Start of Data shown

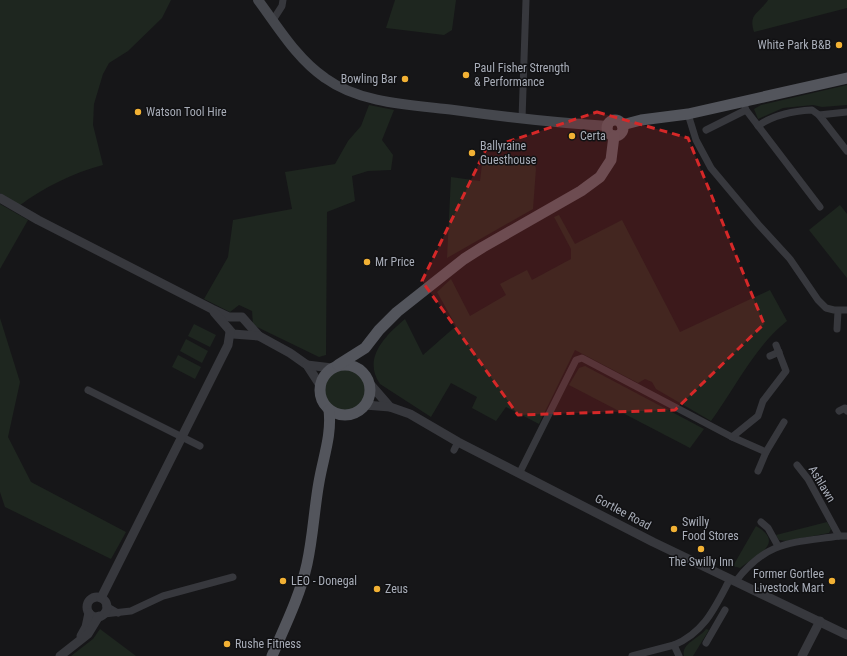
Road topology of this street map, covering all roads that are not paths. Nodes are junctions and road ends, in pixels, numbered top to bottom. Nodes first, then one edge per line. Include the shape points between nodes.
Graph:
1 (258, 0) edge
2 (283, 0) edge
3 (526, 0) edge
4 (273, 20) junction
5 (847, 78) edge
6 (744, 106) junction
7 (847, 112) edge
8 (688, 114) junction
9 (819, 115) junction
10 (522, 119) junction
11 (758, 126) junction
12 (706, 130) dead end
13 (611, 131) junction
14 (847, 151) edge
15 (0, 198) edge
16 (820, 207) dead end
17 (212, 309) junction
18 (847, 310) edge
19 (838, 311) junction
20 (233, 317) junction
21 (248, 324) junction
22 (837, 329) dead end
23 (229, 330) junction
24 (242, 334) junction
25 (259, 336) junction
26 (228, 345) junction
27 (366, 348) junction
28 (770, 356) dead end
29 (307, 365) junction
30 (335, 367) junction
31 (363, 372) junction
32 (370, 384) junction
33 (320, 385) junction
34 (88, 390) dead end
35 (366, 405) junction
36 (390, 407) junction
37 (329, 410) junction
38 (349, 415) junction
39 (780, 423) dead end
40 (330, 434) junction
41 (181, 437) junction
42 (732, 438) junction
43 (458, 442) junction
44 (200, 446) dead end
45 (454, 450) dead end
46 (766, 452) junction
47 (797, 465) dead end
48 (758, 471) dead end
49 (520, 472) junction
50 (760, 522) dead end
51 (839, 536) junction
52 (847, 536) edge
53 (778, 546) junction
54 (233, 577) dead end
55 (733, 580) junction
56 (102, 609) junction
57 (725, 610) dead end
58 (88, 612) junction
59 (820, 621) junction
60 (704, 624) junction
61 (714, 628) junction
62 (847, 635) edge
63 (77, 642) junction
64 (706, 643) dead end
65 (674, 644) junction
66 (60, 656) edge
67 (272, 656) edge
68 (632, 656) edge
69 (679, 656) edge
70 (802, 656) edge

1 - 4 main road
2 - 4 street via 278,15
3 - 10 street
4 - 10 main road via 310,66 325,78 351,92 393,102
5 - 6 main road
6 - 8 main road
6 - 11 street
6 - 12 street
7 - 9 street
8 - 13 main road via 622,125 616,121 611,122
8 - 19 street via 696,140 712,168 790,259 818,300 826,308
9 - 11 street via 812,110 789,114
9 - 14 street
10 - 13 main road
11 - 16 street
13 - 27 main road via 611,160 600,177 581,191 464,259 398,312 379,330
15 - 17 street
17 - 20 street
17 - 23 street
18 - 19 street
19 - 22 street
20 - 21 street via 242,317
20 - 23 street via 229,322
21 - 24 street
21 - 25 street
23 - 24 street via 235,335
23 - 26 street
24 - 25 street
24 - 26 street
25 - 29 street
26 - 41 street
27 - 30 main road
27 - 31 main road
28 - 42 street via 777,349 786,371 763,401 758,416
29 - 30 street
29 - 33 street
30 - 31 main road via 352,366
30 - 33 main road via 322,378
31 - 32 main road
32 - 35 main road
32 - 36 street, Gortlee Road
33 - 37 main road via 321,399
34 - 41 street
35 - 36 street, Gortlee Road
35 - 38 main road
36 - 43 street, Gortlee Road via 410,414
37 - 38 main road
37 - 40 main road
38 - 40 main road
39 - 46 street
40 - 67 main road via 318,485 306,565
41 - 44 street
41 - 56 street
42 - 46 street
42 - 49 street via 582,358 576,360
43 - 45 street
43 - 49 street, Gortlee Road
46 - 48 street
47 - 51 street, Ashlawn via 808,479
49 - 55 street, Gortlee Road via 653,542
50 - 53 street via 768,528
51 - 52 street
51 - 53 street
53 - 55 street via 767,551
54 - 56 street via 163,596 131,611 118,613
55 - 59 street, Gortlee Road
55 - 60 street
56 - 58 street via 93,616
56 - 58 street via 94,598 89,601
56 - 63 street via 88,634
57 - 61 street
58 - 63 street via 86,627
59 - 62 street, Gortlee Road
59 - 70 street
60 - 61 street
60 - 65 street via 692,636
61 - 64 street
63 - 66 street
65 - 68 street
65 - 69 street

End of Data shown

→ What to produce:
In the records, how many lines have the word "Gortlee" in them? Only the number is needed.

→ Response:
7